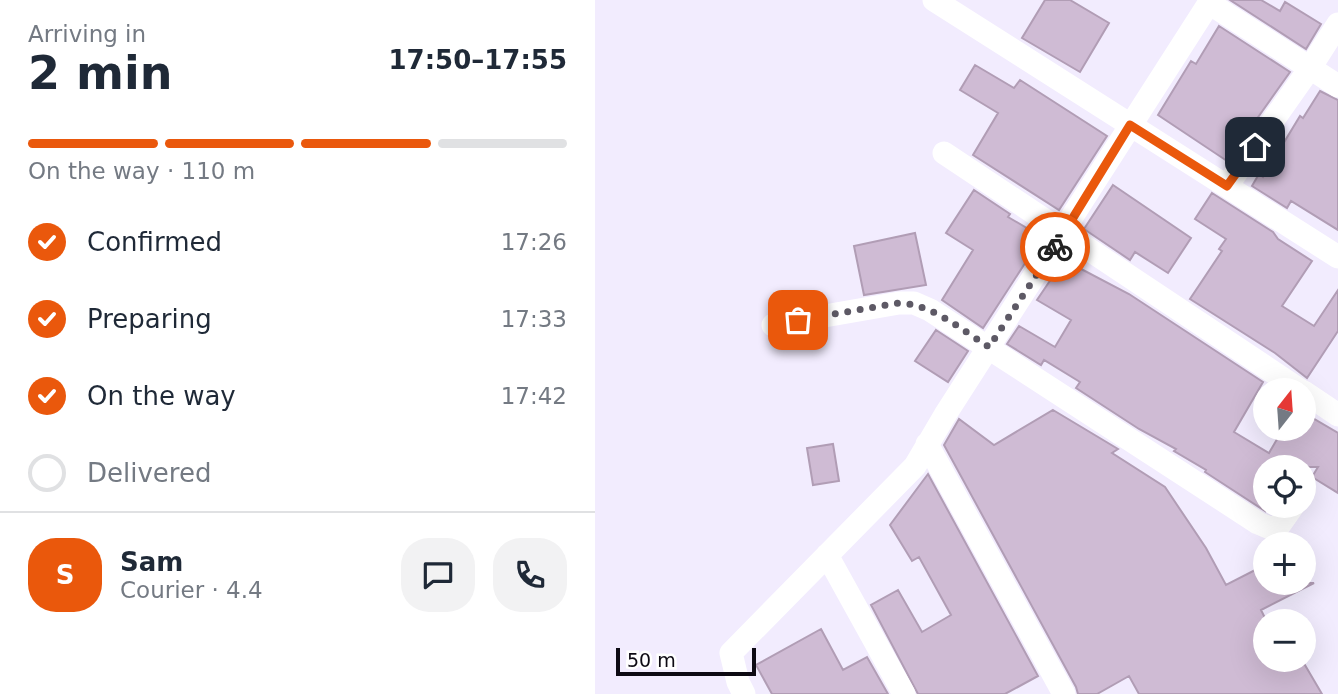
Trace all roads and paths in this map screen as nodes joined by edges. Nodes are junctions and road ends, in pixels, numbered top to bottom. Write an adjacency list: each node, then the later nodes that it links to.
1 (934, 0): 6 (street)
2 (1210, 2): 4 (street); 6 (street)
3 (1338, 24): 4 (street)
4 (1310, 68): 5 (street); 8 (street)
5 (1338, 86)
6 (1130, 125): 8 (street); 9 (street)
7 (944, 153): 9 (street)
8 (1227, 186): 10 (street)
9 (1063, 234): 12 (street); 13 (street)
10 (1338, 257)
11 (773, 325): 12 (street)
12 (989, 347): 16 (street); 17 (street)
13 (1282, 378)
14 (1316, 400): 15 (street)
15 (1338, 415)
16 (927, 444): 18 (street); 21 (street)
17 (1285, 518)
18 (827, 555): 19 (street); 20 (street)
19 (744, 694)
20 (904, 694)
21 (1064, 694)

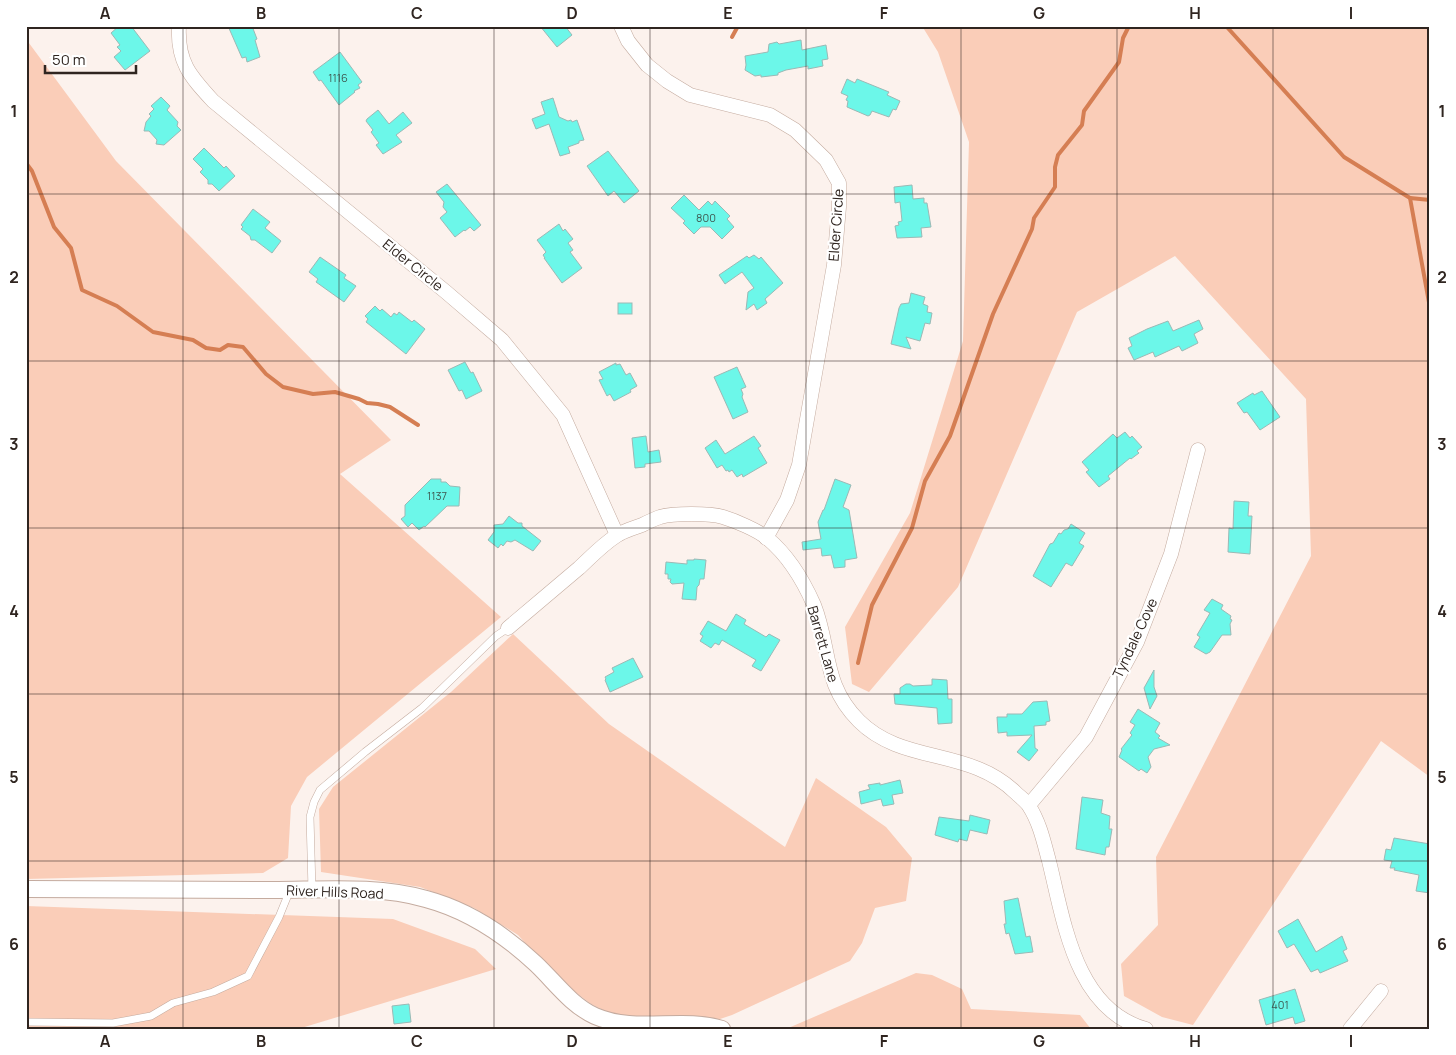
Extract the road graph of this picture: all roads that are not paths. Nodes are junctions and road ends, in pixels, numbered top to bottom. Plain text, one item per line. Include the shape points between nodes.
1 (179, 26) edge
2 (621, 26) edge
3 (1198, 450) dead end
4 (617, 535) junction
5 (766, 538) junction
6 (508, 628) joint
7 (1028, 805) junction
8 (26, 889) edge
9 (291, 890) junction
10 (312, 890) junction
11 (1382, 991) dead end
12 (26, 1022) edge
13 (722, 1029) edge
14 (1146, 1029) edge
15 (1350, 1029) edge

1 - 4 street, Elder Circle via 178,40 190,76 212,101 502,340 563,415
2 - 5 street, Elder Circle via 647,65 667,81 690,95 770,115 795,130 826,160 839,183 834,265 800,465 788,500
3 - 7 street, Tyndale Cove via 1171,554 1137,642 1086,737
4 - 5 street, Barrett Lane via 662,517 688,514 722,516
4 - 6 street, Barrett Lane
5 - 7 street, Barrett Lane via 792,564 804,585 815,608 834,685 846,707 860,722 880,738 899,746 990,773
6 - 10 lane via 422,708 320,790 310,818
7 - 14 street, Barrett Lane via 1043,838 1078,967 1104,1003 1120,1016
8 - 9 street, River Hills Road
9 - 10 street, River Hills Road
9 - 12 lane via 248,976 213,992 174,1003 151,1016 113,1023
10 - 13 street, River Hills Road via 368,890 426,899 450,907 516,946 567,996 595,1016 637,1025 696,1024
11 - 15 street

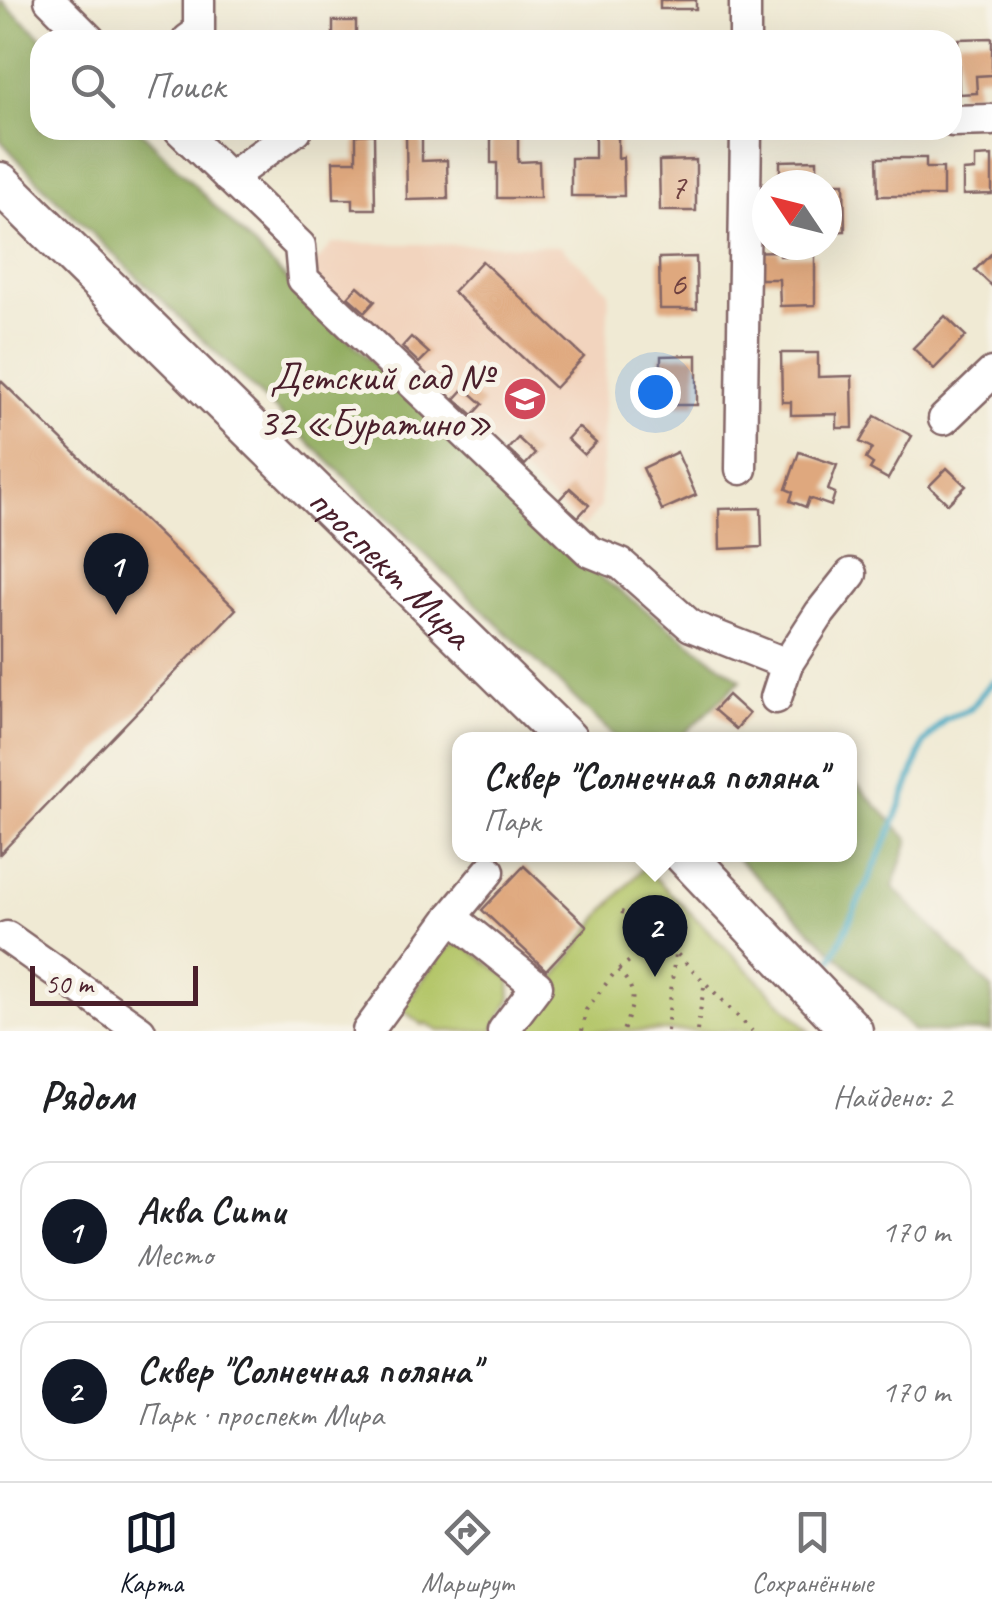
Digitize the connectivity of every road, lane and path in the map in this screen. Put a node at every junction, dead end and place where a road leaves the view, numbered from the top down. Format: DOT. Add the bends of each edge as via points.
graph roads {
  1 [pos="50,0"];
  2 [pos="199,0"];
  3 [pos="745,0"];
  4 [pos="80,30"];
  5 [pos="199,30"];
  6 [pos="745,30"];
  7 [pos="962,120"];
  8 [pos="992,120"];
  9 [pos="190,140"];
  10 [pos="282,140"];
  11 [pos="746,140"];
  12 [pos="229,178"];
  13 [pos="0,183"];
  14 [pos="992,373"];
  15 [pos="944,420"];
  16 [pos="741,468"];
  17 [pos="852,574"];
  18 [pos="787,664"];
  19 [pos="776,698"];
  20 [pos="558,732"];
  21 [pos="691,862"];
  22 [pos="489,871"];
  23 [pos="620,912"];
  24 [pos="451,918"];
  25 [pos="652,927"];
  26 [pos="7,937"];
  27 [pos="675,953"];
  28 [pos="618,970"];
  29 [pos="705,982"];
  30 [pos="846,1027"];
  31 [pos="140,1031"];
  32 [pos="368,1031"];
  33 [pos="502,1031"];
  34 [pos="582,1031"];
  35 [pos="623,1031"];
  36 [pos="667,1031"];
  37 [pos="697,1031"];
  38 [pos="752,1031"];
  1 -- 4 [label="street"];
  2 -- 5 [label="street"];
  3 -- 6 [label="street"];
  7 -- 8 [label="street"];
  9 -- 12 [label="street"];
  10 -- 12 [label="street"];
  11 -- 16 [label="street"];
  12 -- 18 [label="street" via="300,246 303,279 588,551 622,564 690,626"];
  13 -- 20 [label="main road, проспект Мира"];
  14 -- 15 [label="street"];
  17 -- 18 [label="street"];
  18 -- 19 [label="street"];
  21 -- 30 [label="main road"];
  22 -- 24 [label="street"];
  23 -- 25 [label="path"];
  24 -- 32 [label="street"];
  24 -- 33 [label="street" via="537,986"];
  25 -- 27 [label="path"];
  25 -- 28 [label="path" via="644,950"];
  26 -- 31 [label="street"];
  27 -- 29 [label="path"];
  27 -- 36 [label="path"];
  28 -- 34 [label="path" via="586,1010"];
  28 -- 35 [label="path" via="634,994"];
  29 -- 37 [label="path"];
  29 -- 38 [label="path"];
}
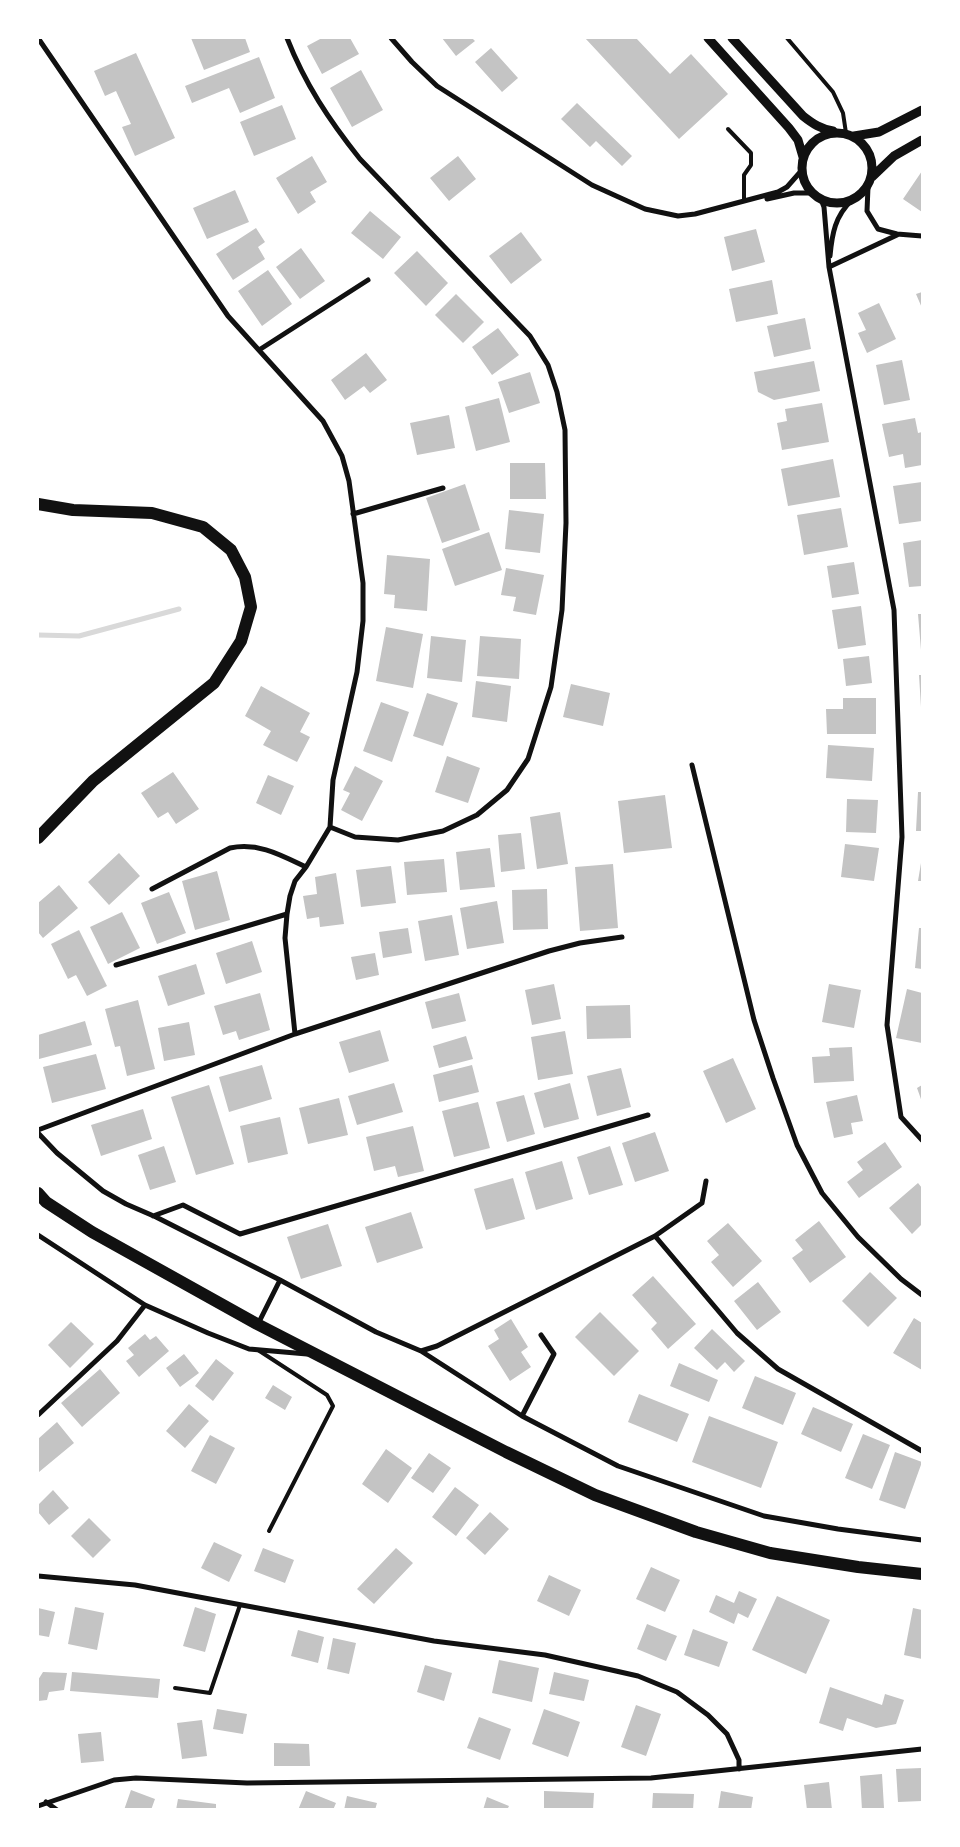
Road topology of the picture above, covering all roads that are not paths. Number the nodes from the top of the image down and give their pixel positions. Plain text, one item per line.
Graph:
***
■ Directions for this task ■
From the first line to the last, set down the records exactly, leaving out images.

■ Output for this exercise ■
Trace all roads and paths in this map screen as nodes joined by edges. Nodes are junctions and road ends, in pixels, numbered top to bottom. Write an adjacency list: each node, then the later nodes that it links to.
1 (934, 0): 6 (street)
2 (1210, 2): 4 (street); 6 (street)
3 (1338, 24): 4 (street)
4 (1310, 68): 5 (street); 8 (street)
5 (1338, 86)
6 (1130, 125): 8 (street); 9 (street)
7 (944, 153): 9 (street)
8 (1227, 186): 10 (street)
9 (1063, 234): 12 (street); 13 (street)
10 (1338, 257)
11 (773, 325): 12 (street)
12 (989, 347): 16 (street); 17 (street)
13 (1282, 378)
14 (1316, 400): 15 (street)
15 (1338, 415)
16 (927, 444): 18 (street); 21 (street)
17 (1285, 518)
18 (827, 555): 19 (street); 20 (street)
19 (744, 694)
20 (904, 694)
21 (1064, 694)

Extract the road graph of this picture: all roads that are not paths. Nodes are junctions and road ends, in pixels, numbered top to bottom. Plain text, one item per line. Include the shape points between nodes.
1 (179, 26) edge
2 (621, 26) edge
3 (1198, 450) dead end
4 (617, 535) junction
5 (766, 538) junction
6 (508, 628) joint
7 (1028, 805) junction
8 (26, 889) edge
9 (291, 890) junction
10 (312, 890) junction
11 (1382, 991) dead end
12 (26, 1022) edge
13 (722, 1029) edge
14 (1146, 1029) edge
15 (1350, 1029) edge

1 - 4 street, Elder Circle via 178,40 190,76 212,101 502,340 563,415
2 - 5 street, Elder Circle via 647,65 667,81 690,95 770,115 795,130 826,160 839,183 834,265 800,465 788,500
3 - 7 street, Tyndale Cove via 1171,554 1137,642 1086,737
4 - 5 street, Barrett Lane via 662,517 688,514 722,516
4 - 6 street, Barrett Lane
5 - 7 street, Barrett Lane via 792,564 804,585 815,608 834,685 846,707 860,722 880,738 899,746 990,773
6 - 10 lane via 422,708 320,790 310,818
7 - 14 street, Barrett Lane via 1043,838 1078,967 1104,1003 1120,1016
8 - 9 street, River Hills Road
9 - 10 street, River Hills Road
9 - 12 lane via 248,976 213,992 174,1003 151,1016 113,1023
10 - 13 street, River Hills Road via 368,890 426,899 450,907 516,946 567,996 595,1016 637,1025 696,1024
11 - 15 street

Digitize the connectivity of every road, lane and path in the map in this screen. Put a node at every junction, dead end and place where a road leaves the view, numbered from the top down. Format: DOT. Add the bends of each edge as via points.
graph roads {
  1 [pos="50,0"];
  2 [pos="199,0"];
  3 [pos="745,0"];
  4 [pos="80,30"];
  5 [pos="199,30"];
  6 [pos="745,30"];
  7 [pos="962,120"];
  8 [pos="992,120"];
  9 [pos="190,140"];
  10 [pos="282,140"];
  11 [pos="746,140"];
  12 [pos="229,178"];
  13 [pos="0,183"];
  14 [pos="992,373"];
  15 [pos="944,420"];
  16 [pos="741,468"];
  17 [pos="852,574"];
  18 [pos="787,664"];
  19 [pos="776,698"];
  20 [pos="558,732"];
  21 [pos="691,862"];
  22 [pos="489,871"];
  23 [pos="620,912"];
  24 [pos="451,918"];
  25 [pos="652,927"];
  26 [pos="7,937"];
  27 [pos="675,953"];
  28 [pos="618,970"];
  29 [pos="705,982"];
  30 [pos="846,1027"];
  31 [pos="140,1031"];
  32 [pos="368,1031"];
  33 [pos="502,1031"];
  34 [pos="582,1031"];
  35 [pos="623,1031"];
  36 [pos="667,1031"];
  37 [pos="697,1031"];
  38 [pos="752,1031"];
  1 -- 4 [label="street"];
  2 -- 5 [label="street"];
  3 -- 6 [label="street"];
  7 -- 8 [label="street"];
  9 -- 12 [label="street"];
  10 -- 12 [label="street"];
  11 -- 16 [label="street"];
  12 -- 18 [label="street" via="300,246 303,279 588,551 622,564 690,626"];
  13 -- 20 [label="main road, проспект Мира"];
  14 -- 15 [label="street"];
  17 -- 18 [label="street"];
  18 -- 19 [label="street"];
  21 -- 30 [label="main road"];
  22 -- 24 [label="street"];
  23 -- 25 [label="path"];
  24 -- 32 [label="street"];
  24 -- 33 [label="street" via="537,986"];
  25 -- 27 [label="path"];
  25 -- 28 [label="path" via="644,950"];
  26 -- 31 [label="street"];
  27 -- 29 [label="path"];
  27 -- 36 [label="path"];
  28 -- 34 [label="path" via="586,1010"];
  28 -- 35 [label="path" via="634,994"];
  29 -- 37 [label="path"];
  29 -- 38 [label="path"];
}
Road topology of the picture above, covering all roads that are not paths. Number the nodes from the top of the image down and give their pixel positions. Plain text, one item per line.
Graph:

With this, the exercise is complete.